Thirty to sixty-Protestant wealth, children.
Sixty to ninety-compromised vacations, then dead.
Here at twenty-four, we still call each other honey,
Only two years wed--
Cracks are beginning to show.
The once in a while passionate sex--
The increasing glances of hopelessness
The spending free time on opposite sides of the house.
Coming down from the Wuthering Heights of happiness
Withering civility-
Fading faithfulness.
Origin of love, lost in madness and chaos.
Here we are: a year later—divorce.
Neither wishing to see the other ever again.

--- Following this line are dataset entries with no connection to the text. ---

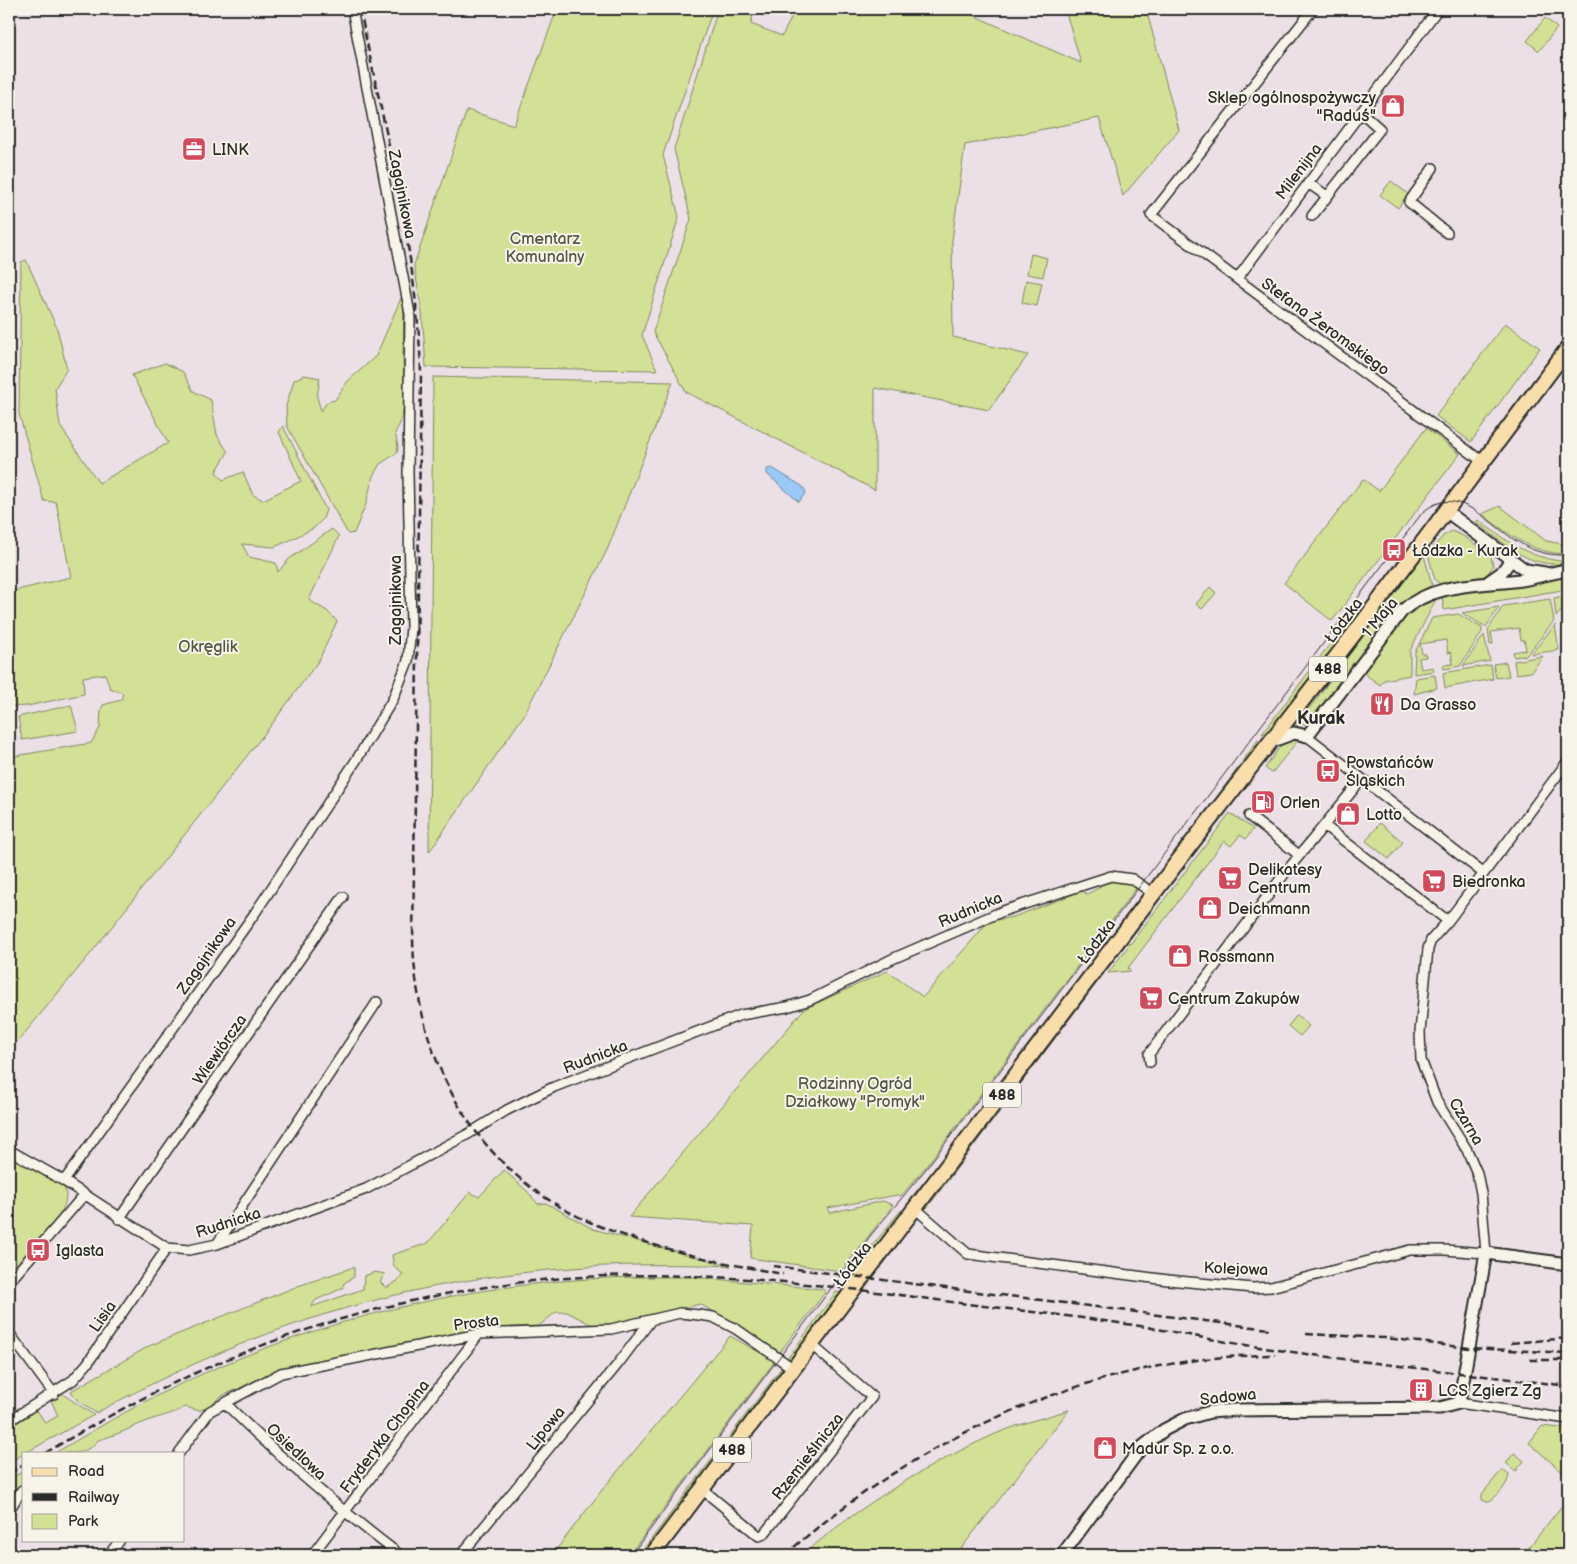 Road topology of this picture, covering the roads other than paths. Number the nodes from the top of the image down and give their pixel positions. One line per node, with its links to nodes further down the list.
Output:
1 (352, 9): 32 (street, Zagajnikowa)
2 (1313, 9): 10 (street, Stefana Żeromskiego)
3 (1438, 9): 4 (street, Milenijna)
4 (1361, 112): 6 (street, Milenijna); 7 (street)
5 (1433, 168): 9 (street)
6 (1308, 183): 7 (street); 10 (street, Milenijna)
7 (1327, 196): 8 (street)
8 (1312, 216)
9 (1447, 232)
10 (1237, 280): 12 (street, Stefana Żeromskiego)
11 (1568, 348): 12 (main road, Łódzka / 488)
12 (1483, 462): 13 (main road, Łódzka / 488)
13 (1446, 511): 14 (street, 1 Maja); 19 (main road, Łódzka / 488)
14 (1512, 560): 16 (street, 1 Maja); 17 (street)
15 (1568, 570): 16 (street, 1 Maja)
16 (1552, 572): 17 (street, 1 Maja)
17 (1483, 584): 18 (street, 1 Maja)
18 (1307, 736): 19 (street); 21 (street)
19 (1270, 742): 26 (main road, Łódzka / 488)
20 (1568, 761): 25 (street)
21 (1362, 779): 23 (street); 25 (street)
22 (1249, 816): 24 (street)
23 (1325, 826): 24 (street); 28 (street)
24 (1300, 855): 30 (street)
25 (1483, 872): 28 (street, Czarna)
26 (1154, 894): 34 (main road, Łódzka / 488); 36 (street, Rudnicka)
27 (343, 896): 35 (street, Wiewiórcza)
28 (1448, 921): 38 (street, Czarna)
29 (377, 1002): 36 (street)
30 (1150, 1062)
31 (9, 1150): 32 (street, Rudnicka)
32 (64, 1181): 33 (street, Rudnicka)
33 (84, 1195): 35 (street, Rudnicka); 40 (street)
34 (916, 1208): 38 (street, Kolejowa); 44 (main road, Łódzka / 488)
35 (119, 1218): 37 (street, Rudnicka)
36 (217, 1244): 37 (street, Rudnicka)
37 (167, 1248): 46 (street, Lisia)
38 (1486, 1253): 39 (street, Kolejowa); 48 (street, Czarna)
39 (1568, 1264)
40 (9, 1282)
41 (651, 1320): 43 (street, Prosta); 45 (street, Prosta); 60 (street, Lipowa)
42 (9, 1333): 46 (street)
43 (480, 1334): 47 (street, Prosta); 55 (street, Fryderyka Chopina)
44 (812, 1345): 45 (main road, Łódzka / 488); 52 (street, Rzemieślnicza)
45 (794, 1368): 52 (main road, Łódzka / 488)
46 (54, 1394): 50 (street, Lisia)
47 (225, 1403): 51 (street, Prosta); 55 (street, Osiedlowa)
48 (1460, 1403): 49 (street); 62 (street, Sadowa)
49 (1568, 1419)
50 (9, 1421)
51 (180, 1452)
52 (702, 1489): 61 (main road, Łódzka / 488)
53 (22, 1490): 54 (street)
54 (9, 1510)
55 (344, 1513): 58 (street, Fryderyka Chopina); 59 (street, Osiedlowa)
56 (119, 1542): 57 (street)
57 (109, 1555)
58 (312, 1555)
59 (400, 1555)
60 (461, 1555)
61 (652, 1555)
62 (1062, 1555)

Just another dark statistical dot of death.



High School

Hipsters preaching doctrines
Far above the rabble in their luxury high-rises.

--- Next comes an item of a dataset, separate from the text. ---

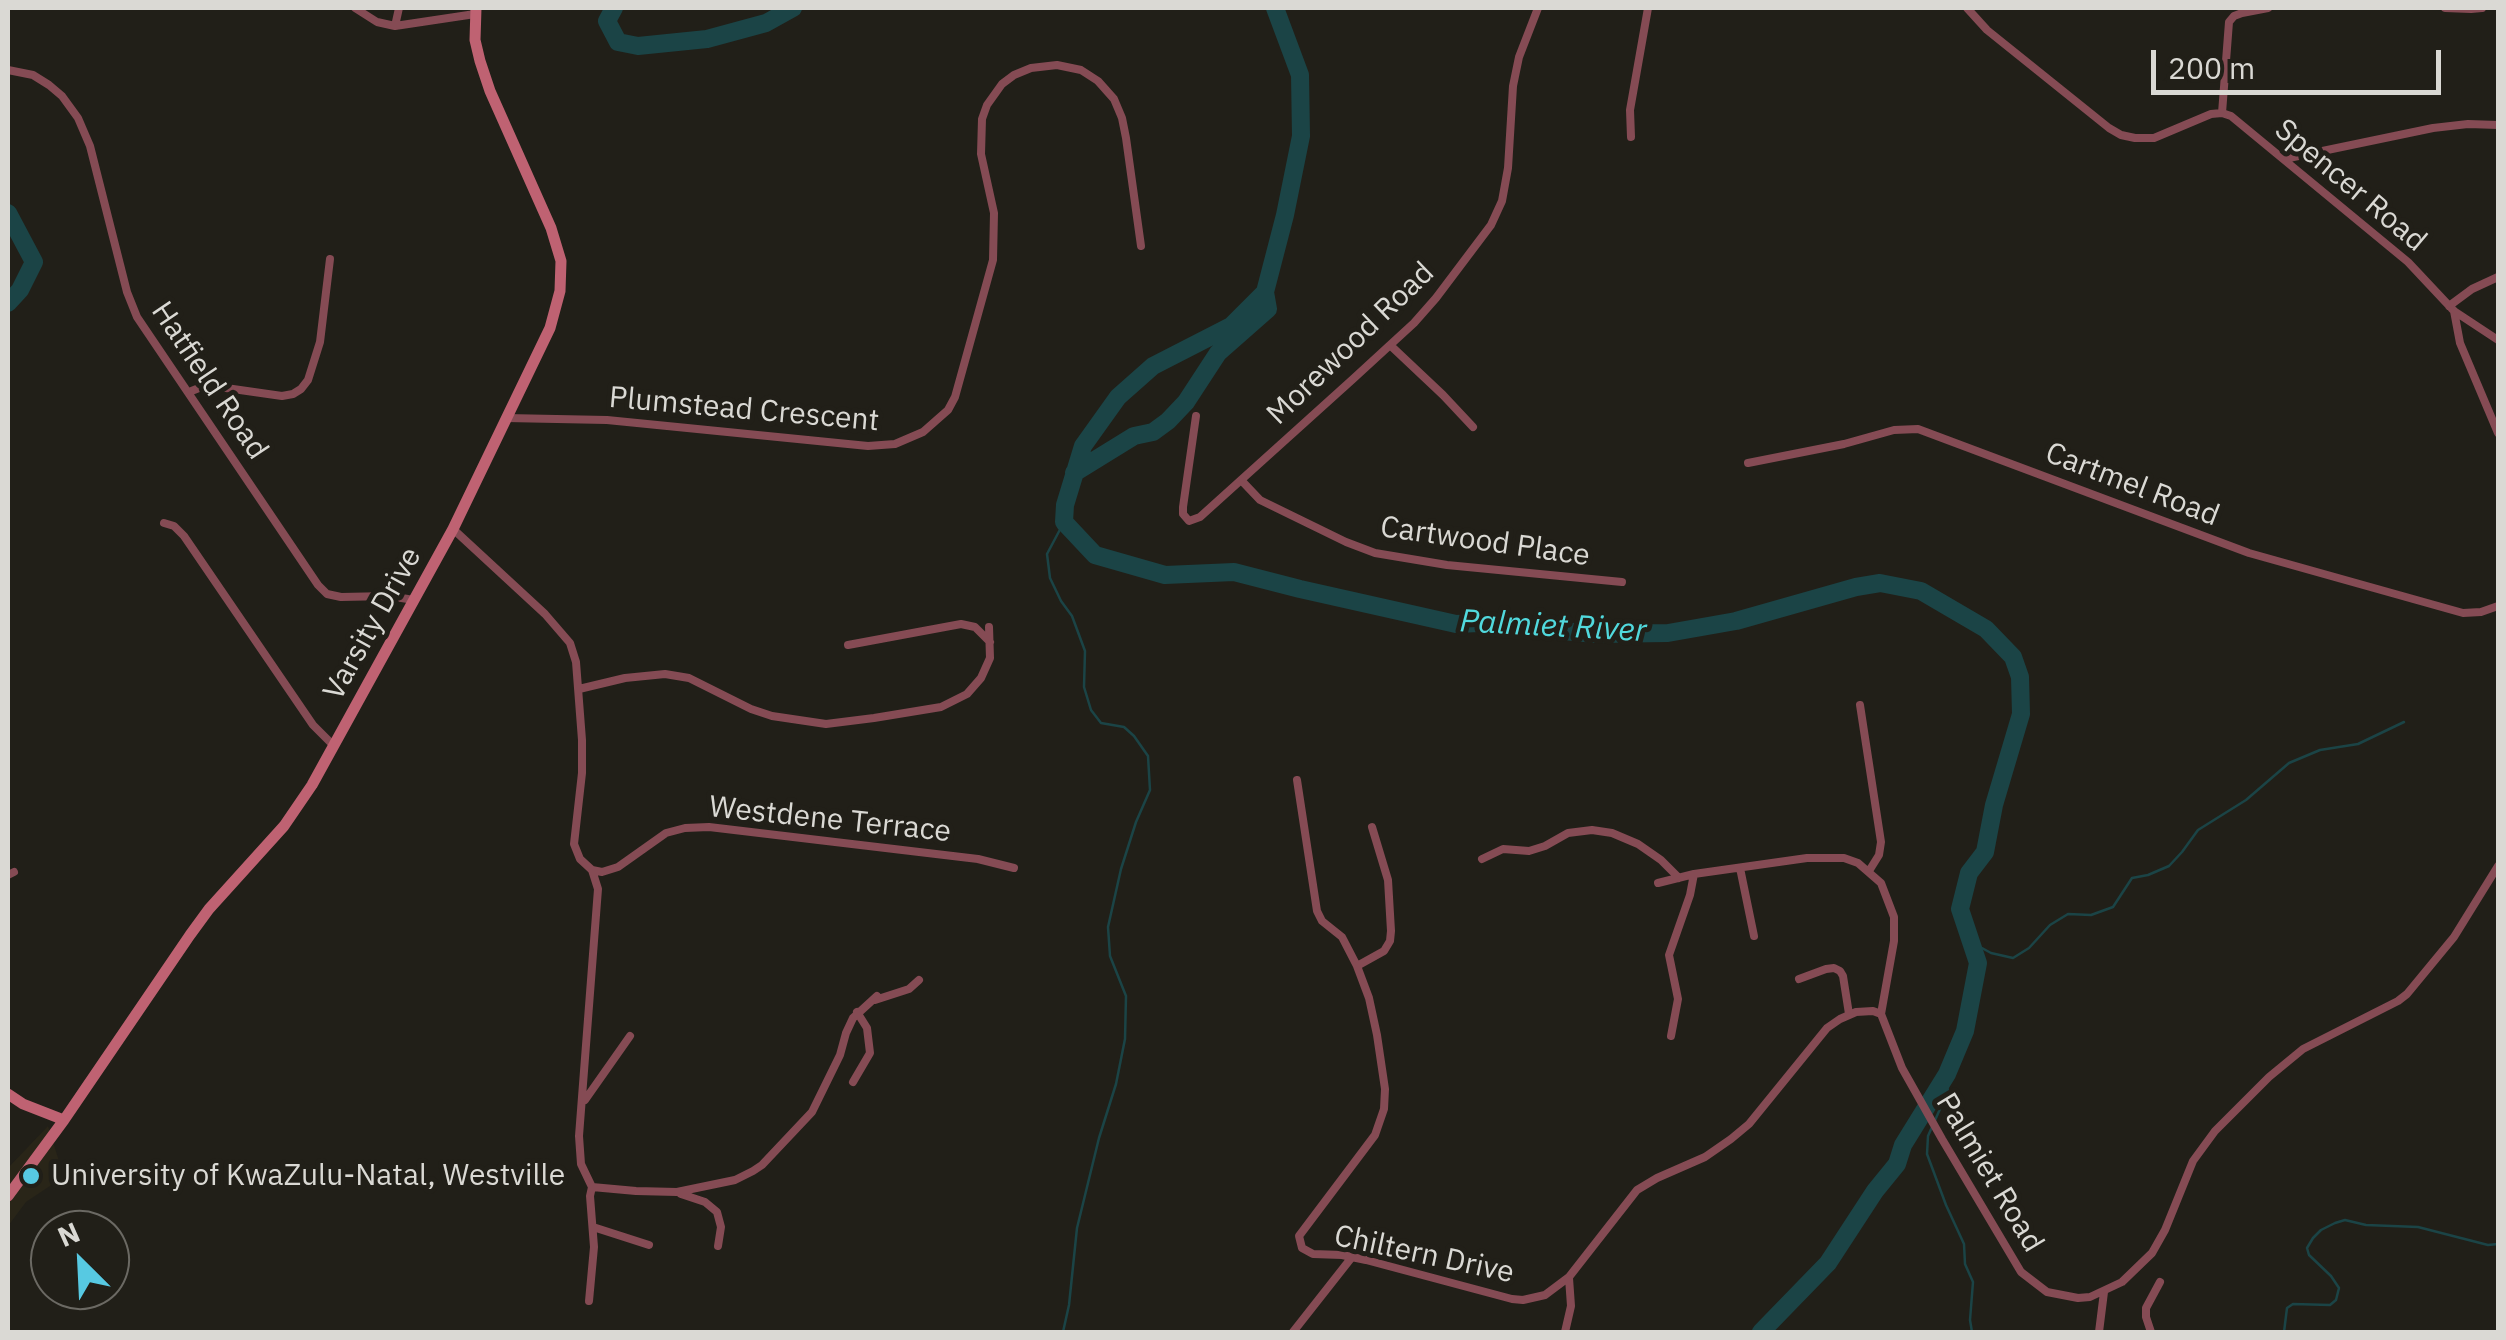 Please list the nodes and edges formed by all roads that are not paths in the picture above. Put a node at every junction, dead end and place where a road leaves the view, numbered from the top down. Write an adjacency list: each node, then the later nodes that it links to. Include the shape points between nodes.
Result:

Triteness the only new anathema,
Only one unoriginal thesis
To add to the church door.
Bastardize the universal basics
Leaving all branded with the imperial words--
Too simple, too archetypal.
They babble on and on and on
Like that one annoying alcoholic aunt.
Graphic design along with materialistic I-Phones
And ridiculous oculus eyes,
Clearly qualifying one as omniscient critic.
They endlessly socialize and
Schmooze over sugar soaked lattes,
Showing off their status-booze on Instagram.
Thirty to forty something moms and dads
Inevitable inferiority complexes.
The freshest fad in the land--
The newest tritest archetype.



Ross Knapp is a recent college graduate with degrees in philosophy and literature. He has an experimental literary novel forthcoming and various poetry publications in Blue Lake Review, Poetry Pacific Magazine, Burningword Literary Journal, Belle Reve Literary Journal, Blood and Thunder Literary Magazine, Tipsy Lit Literary Magazine, and Clockwise Cat Literary Magazine.